• [RECORDS TO PROCESS]
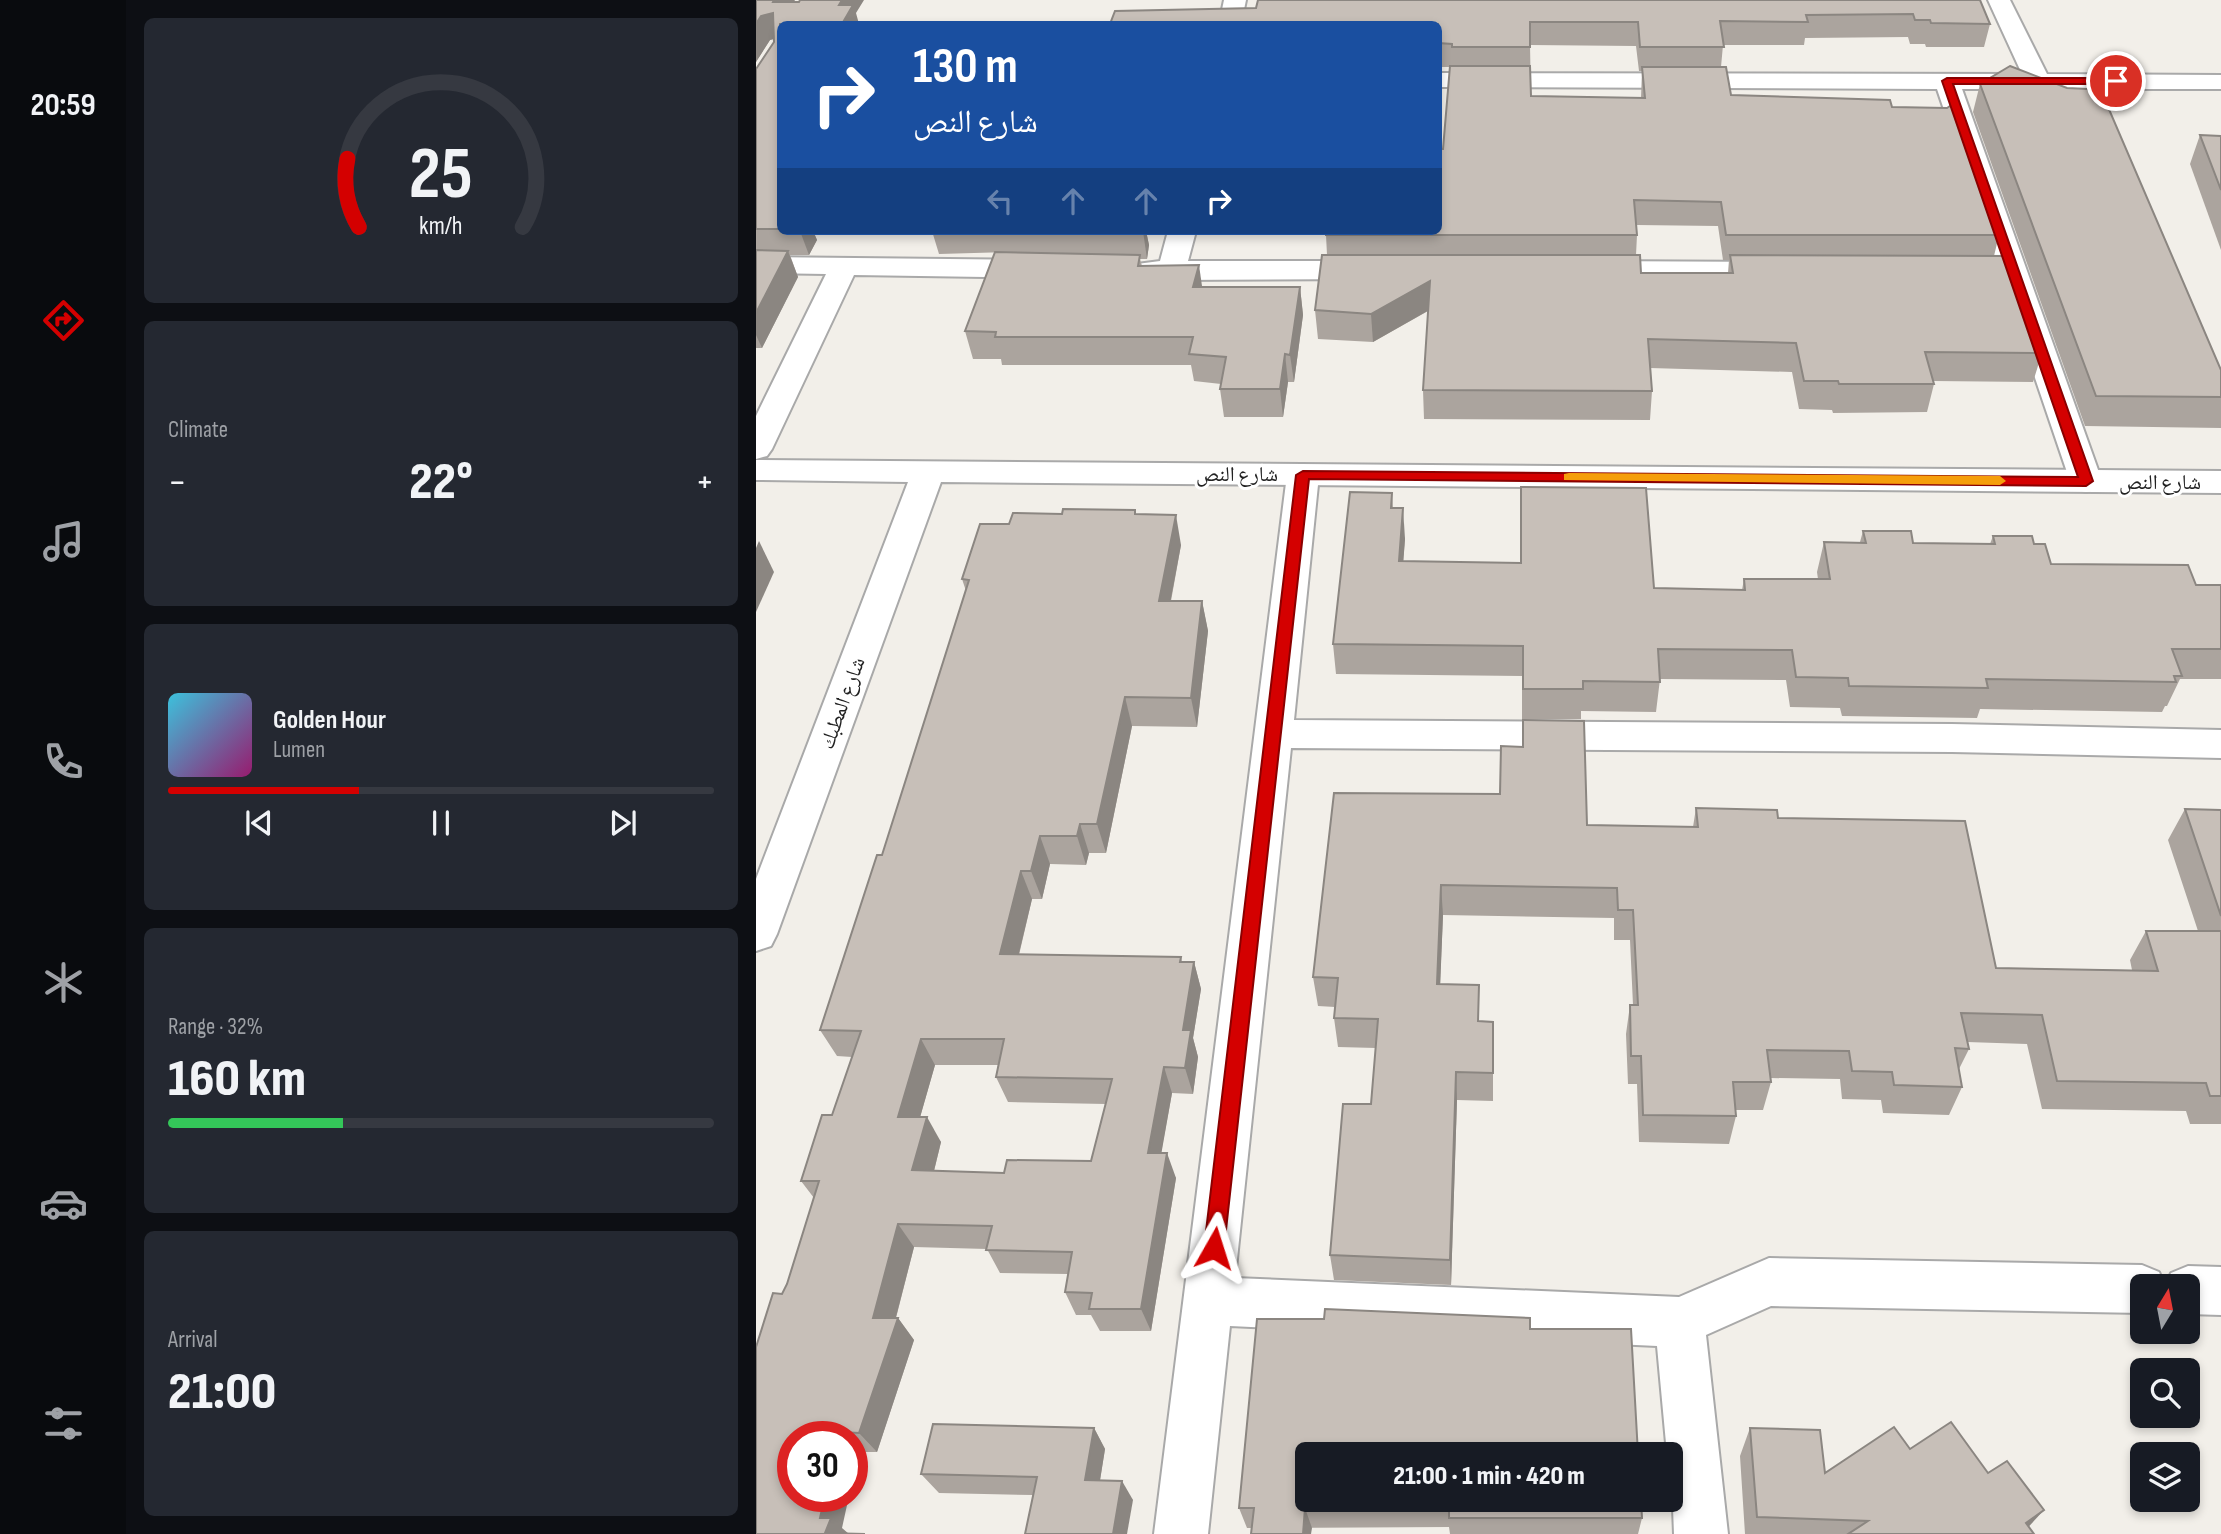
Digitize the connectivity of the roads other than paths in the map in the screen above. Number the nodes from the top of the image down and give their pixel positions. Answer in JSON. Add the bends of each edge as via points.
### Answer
{"nodes":[{"id":1,"x":1235,"y":0,"type":"edge"},
{"id":2,"x":1999,"y":0,"type":"edge"},
{"id":3,"x":1231,"y":21,"type":"edge"},
{"id":4,"x":1442,"y":80,"type":"edge"},
{"id":5,"x":1947,"y":81,"type":"junction"},
{"id":6,"x":2038,"y":81,"type":"junction"},
{"id":7,"x":2221,"y":82,"type":"edge"},
{"id":8,"x":1181,"y":235,"type":"edge"},
{"id":9,"x":756,"y":265,"type":"edge"},
{"id":10,"x":844,"y":266,"type":"junction"},
{"id":11,"x":1063,"y":269,"type":"edge"},
{"id":12,"x":1117,"y":270,"type":"edge"},
{"id":13,"x":1394,"y":270,"type":"edge"},
{"id":14,"x":1561,"y":270,"type":"edge"},
{"id":15,"x":1172,"y":271,"type":"junction"},
{"id":16,"x":1808,"y":271,"type":"edge"},
{"id":17,"x":756,"y":449,"type":"edge"},
{"id":18,"x":756,"y":470,"type":"edge"},
{"id":19,"x":928,"y":472,"type":"junction"},
{"id":20,"x":1303,"y":475,"type":"junction"},
{"id":21,"x":2086,"y":481,"type":"junction"},
{"id":22,"x":2221,"y":482,"type":"edge"},
{"id":23,"x":1273,"y":734,"type":"junction"},
{"id":24,"x":2221,"y":744,"type":"edge"},
{"id":25,"x":756,"y":934,"type":"edge"},
{"id":26,"x":2130,"y":1289,"type":"edge"},
{"id":27,"x":2200,"y":1290,"type":"edge"},
{"id":28,"x":2221,"y":1290,"type":"edge"},
{"id":29,"x":1208,"y":1301,"type":"junction"},
{"id":30,"x":1680,"y":1322,"type":"junction"},
{"id":31,"x":1181,"y":1534,"type":"edge"},
{"id":32,"x":1701,"y":1534,"type":"edge"}],
"edges":[{"from":1,"to":3,"type":"street"},
{"from":2,"to":6,"type":"street"},
{"from":4,"to":5,"type":"street"},
{"from":5,"to":6,"type":"street"},
{"from":5,"to":21,"type":"street","via":[[2000,272]]},
{"from":6,"to":7,"type":"street"},
{"from":8,"to":15,"type":"street"},
{"from":9,"to":10,"type":"street"},
{"from":10,"to":11,"type":"street"},
{"from":10,"to":17,"type":"street"},
{"from":12,"to":15,"type":"street"},
{"from":13,"to":15,"type":"street"},
{"from":14,"to":16,"type":"street"},
{"from":18,"to":19,"type":"street","name":"شارع النص"},
{"from":19,"to":20,"type":"street","name":"شارع النص"},
{"from":19,"to":25,"type":"street","name":"شارع المطبك"},
{"from":20,"to":21,"type":"street","name":"شارع النص"},
{"from":20,"to":23,"type":"street"},
{"from":21,"to":22,"type":"street","name":"شارع النص"},
{"from":23,"to":24,"type":"street"},
{"from":23,"to":29,"type":"street"},
{"from":26,"to":30,"type":"street","via":[[1769,1282]]},
{"from":27,"to":28,"type":"street"},
{"from":29,"to":30,"type":"street"},
{"from":29,"to":31,"type":"street"},
{"from":30,"to":32,"type":"street"}]}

• [WHAT IS EXPECTED] Search the data and copy each line containing "junction".

• [ANSWER SPACE]
{"id":5,"x":1947,"y":81,"type":"junction"},
{"id":6,"x":2038,"y":81,"type":"junction"},
{"id":10,"x":844,"y":266,"type":"junction"},
{"id":15,"x":1172,"y":271,"type":"junction"},
{"id":19,"x":928,"y":472,"type":"junction"},
{"id":20,"x":1303,"y":475,"type":"junction"},
{"id":21,"x":2086,"y":481,"type":"junction"},
{"id":23,"x":1273,"y":734,"type":"junction"},
{"id":29,"x":1208,"y":1301,"type":"junction"},
{"id":30,"x":1680,"y":1322,"type":"junction"},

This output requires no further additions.